ASSIGNMENT:
Output the entries exactly.

(Stored data entries)
►

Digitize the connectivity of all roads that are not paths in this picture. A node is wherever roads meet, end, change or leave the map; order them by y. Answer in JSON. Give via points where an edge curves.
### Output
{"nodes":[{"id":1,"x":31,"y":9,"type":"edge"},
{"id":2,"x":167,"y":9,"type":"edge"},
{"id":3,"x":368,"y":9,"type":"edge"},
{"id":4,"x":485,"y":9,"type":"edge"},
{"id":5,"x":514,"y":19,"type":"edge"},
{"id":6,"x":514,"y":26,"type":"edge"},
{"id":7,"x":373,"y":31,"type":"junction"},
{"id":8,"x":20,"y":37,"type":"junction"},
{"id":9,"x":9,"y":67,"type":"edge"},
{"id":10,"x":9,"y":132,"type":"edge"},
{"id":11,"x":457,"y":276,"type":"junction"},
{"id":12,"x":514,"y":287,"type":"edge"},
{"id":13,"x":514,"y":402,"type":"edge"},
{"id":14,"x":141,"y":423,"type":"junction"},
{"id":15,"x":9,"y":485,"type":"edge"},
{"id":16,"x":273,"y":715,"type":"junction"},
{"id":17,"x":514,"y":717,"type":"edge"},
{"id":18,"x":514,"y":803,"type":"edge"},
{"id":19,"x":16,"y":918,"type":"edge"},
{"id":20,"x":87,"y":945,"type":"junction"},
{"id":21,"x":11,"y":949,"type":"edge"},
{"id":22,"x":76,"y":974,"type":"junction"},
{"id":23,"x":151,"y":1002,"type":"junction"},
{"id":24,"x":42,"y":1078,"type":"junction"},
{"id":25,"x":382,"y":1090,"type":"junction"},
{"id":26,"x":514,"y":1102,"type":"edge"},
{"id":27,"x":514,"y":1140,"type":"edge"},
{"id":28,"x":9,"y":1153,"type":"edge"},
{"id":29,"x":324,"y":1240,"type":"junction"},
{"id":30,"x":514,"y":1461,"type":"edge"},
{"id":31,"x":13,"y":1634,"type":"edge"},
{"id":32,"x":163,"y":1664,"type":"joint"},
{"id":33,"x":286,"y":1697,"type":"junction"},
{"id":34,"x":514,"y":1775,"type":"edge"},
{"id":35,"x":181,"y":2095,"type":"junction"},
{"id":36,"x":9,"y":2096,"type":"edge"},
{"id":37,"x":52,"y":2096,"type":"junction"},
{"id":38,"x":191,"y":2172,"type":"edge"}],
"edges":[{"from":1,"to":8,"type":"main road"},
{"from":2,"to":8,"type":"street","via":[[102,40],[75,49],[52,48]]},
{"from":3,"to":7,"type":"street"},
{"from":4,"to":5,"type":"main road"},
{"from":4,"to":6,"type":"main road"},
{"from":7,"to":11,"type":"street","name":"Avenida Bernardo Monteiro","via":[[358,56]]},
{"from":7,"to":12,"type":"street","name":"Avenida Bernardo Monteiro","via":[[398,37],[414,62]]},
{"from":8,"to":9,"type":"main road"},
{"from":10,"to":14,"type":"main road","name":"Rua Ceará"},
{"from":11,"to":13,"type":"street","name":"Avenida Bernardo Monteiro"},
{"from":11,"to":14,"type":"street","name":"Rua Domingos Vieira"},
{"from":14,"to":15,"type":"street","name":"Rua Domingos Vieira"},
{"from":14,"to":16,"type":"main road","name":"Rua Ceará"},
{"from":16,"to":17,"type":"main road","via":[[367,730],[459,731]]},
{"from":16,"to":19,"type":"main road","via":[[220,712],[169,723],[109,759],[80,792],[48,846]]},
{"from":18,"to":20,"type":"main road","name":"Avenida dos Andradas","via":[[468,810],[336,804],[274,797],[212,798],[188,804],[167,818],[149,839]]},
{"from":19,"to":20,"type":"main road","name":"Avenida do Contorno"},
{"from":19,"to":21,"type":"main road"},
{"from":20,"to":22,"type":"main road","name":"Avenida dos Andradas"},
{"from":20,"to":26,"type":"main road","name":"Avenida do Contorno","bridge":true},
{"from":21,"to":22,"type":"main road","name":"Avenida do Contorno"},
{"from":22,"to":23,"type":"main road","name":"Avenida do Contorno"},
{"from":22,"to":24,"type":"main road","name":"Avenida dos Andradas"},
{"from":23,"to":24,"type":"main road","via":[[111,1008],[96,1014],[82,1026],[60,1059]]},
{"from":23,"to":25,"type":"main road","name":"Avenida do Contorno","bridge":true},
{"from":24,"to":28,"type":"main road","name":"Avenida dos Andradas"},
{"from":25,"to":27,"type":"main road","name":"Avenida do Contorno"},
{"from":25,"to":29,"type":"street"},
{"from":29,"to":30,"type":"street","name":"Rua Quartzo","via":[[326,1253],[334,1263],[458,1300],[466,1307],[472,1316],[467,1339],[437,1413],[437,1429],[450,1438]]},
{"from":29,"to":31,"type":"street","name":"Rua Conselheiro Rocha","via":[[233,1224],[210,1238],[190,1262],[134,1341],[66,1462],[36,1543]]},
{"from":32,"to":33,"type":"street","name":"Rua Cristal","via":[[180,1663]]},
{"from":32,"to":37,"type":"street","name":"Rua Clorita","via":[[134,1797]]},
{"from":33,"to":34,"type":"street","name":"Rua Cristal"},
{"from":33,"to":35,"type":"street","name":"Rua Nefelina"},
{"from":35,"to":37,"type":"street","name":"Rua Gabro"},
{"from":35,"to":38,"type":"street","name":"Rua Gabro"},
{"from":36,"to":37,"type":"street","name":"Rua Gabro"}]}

◄

RESULT:
Digitize the connectivity of all roads that are not paths in this picture. A node is wherever roads meet, end, change or leave the map; order them by y. Answer in JSON. Give via points where an edge curves.
### Output
{"nodes":[{"id":1,"x":31,"y":9,"type":"edge"},
{"id":2,"x":167,"y":9,"type":"edge"},
{"id":3,"x":368,"y":9,"type":"edge"},
{"id":4,"x":485,"y":9,"type":"edge"},
{"id":5,"x":514,"y":19,"type":"edge"},
{"id":6,"x":514,"y":26,"type":"edge"},
{"id":7,"x":373,"y":31,"type":"junction"},
{"id":8,"x":20,"y":37,"type":"junction"},
{"id":9,"x":9,"y":67,"type":"edge"},
{"id":10,"x":9,"y":132,"type":"edge"},
{"id":11,"x":457,"y":276,"type":"junction"},
{"id":12,"x":514,"y":287,"type":"edge"},
{"id":13,"x":514,"y":402,"type":"edge"},
{"id":14,"x":141,"y":423,"type":"junction"},
{"id":15,"x":9,"y":485,"type":"edge"},
{"id":16,"x":273,"y":715,"type":"junction"},
{"id":17,"x":514,"y":717,"type":"edge"},
{"id":18,"x":514,"y":803,"type":"edge"},
{"id":19,"x":16,"y":918,"type":"edge"},
{"id":20,"x":87,"y":945,"type":"junction"},
{"id":21,"x":11,"y":949,"type":"edge"},
{"id":22,"x":76,"y":974,"type":"junction"},
{"id":23,"x":151,"y":1002,"type":"junction"},
{"id":24,"x":42,"y":1078,"type":"junction"},
{"id":25,"x":382,"y":1090,"type":"junction"},
{"id":26,"x":514,"y":1102,"type":"edge"},
{"id":27,"x":514,"y":1140,"type":"edge"},
{"id":28,"x":9,"y":1153,"type":"edge"},
{"id":29,"x":324,"y":1240,"type":"junction"},
{"id":30,"x":514,"y":1461,"type":"edge"},
{"id":31,"x":13,"y":1634,"type":"edge"},
{"id":32,"x":163,"y":1664,"type":"joint"},
{"id":33,"x":286,"y":1697,"type":"junction"},
{"id":34,"x":514,"y":1775,"type":"edge"},
{"id":35,"x":181,"y":2095,"type":"junction"},
{"id":36,"x":9,"y":2096,"type":"edge"},
{"id":37,"x":52,"y":2096,"type":"junction"},
{"id":38,"x":191,"y":2172,"type":"edge"}],
"edges":[{"from":1,"to":8,"type":"main road"},
{"from":2,"to":8,"type":"street","via":[[102,40],[75,49],[52,48]]},
{"from":3,"to":7,"type":"street"},
{"from":4,"to":5,"type":"main road"},
{"from":4,"to":6,"type":"main road"},
{"from":7,"to":11,"type":"street","name":"Avenida Bernardo Monteiro","via":[[358,56]]},
{"from":7,"to":12,"type":"street","name":"Avenida Bernardo Monteiro","via":[[398,37],[414,62]]},
{"from":8,"to":9,"type":"main road"},
{"from":10,"to":14,"type":"main road","name":"Rua Ceará"},
{"from":11,"to":13,"type":"street","name":"Avenida Bernardo Monteiro"},
{"from":11,"to":14,"type":"street","name":"Rua Domingos Vieira"},
{"from":14,"to":15,"type":"street","name":"Rua Domingos Vieira"},
{"from":14,"to":16,"type":"main road","name":"Rua Ceará"},
{"from":16,"to":17,"type":"main road","via":[[367,730],[459,731]]},
{"from":16,"to":19,"type":"main road","via":[[220,712],[169,723],[109,759],[80,792],[48,846]]},
{"from":18,"to":20,"type":"main road","name":"Avenida dos Andradas","via":[[468,810],[336,804],[274,797],[212,798],[188,804],[167,818],[149,839]]},
{"from":19,"to":20,"type":"main road","name":"Avenida do Contorno"},
{"from":19,"to":21,"type":"main road"},
{"from":20,"to":22,"type":"main road","name":"Avenida dos Andradas"},
{"from":20,"to":26,"type":"main road","name":"Avenida do Contorno","bridge":true},
{"from":21,"to":22,"type":"main road","name":"Avenida do Contorno"},
{"from":22,"to":23,"type":"main road","name":"Avenida do Contorno"},
{"from":22,"to":24,"type":"main road","name":"Avenida dos Andradas"},
{"from":23,"to":24,"type":"main road","via":[[111,1008],[96,1014],[82,1026],[60,1059]]},
{"from":23,"to":25,"type":"main road","name":"Avenida do Contorno","bridge":true},
{"from":24,"to":28,"type":"main road","name":"Avenida dos Andradas"},
{"from":25,"to":27,"type":"main road","name":"Avenida do Contorno"},
{"from":25,"to":29,"type":"street"},
{"from":29,"to":30,"type":"street","name":"Rua Quartzo","via":[[326,1253],[334,1263],[458,1300],[466,1307],[472,1316],[467,1339],[437,1413],[437,1429],[450,1438]]},
{"from":29,"to":31,"type":"street","name":"Rua Conselheiro Rocha","via":[[233,1224],[210,1238],[190,1262],[134,1341],[66,1462],[36,1543]]},
{"from":32,"to":33,"type":"street","name":"Rua Cristal","via":[[180,1663]]},
{"from":32,"to":37,"type":"street","name":"Rua Clorita","via":[[134,1797]]},
{"from":33,"to":34,"type":"street","name":"Rua Cristal"},
{"from":33,"to":35,"type":"street","name":"Rua Nefelina"},
{"from":35,"to":37,"type":"street","name":"Rua Gabro"},
{"from":35,"to":38,"type":"street","name":"Rua Gabro"},
{"from":36,"to":37,"type":"street","name":"Rua Gabro"}]}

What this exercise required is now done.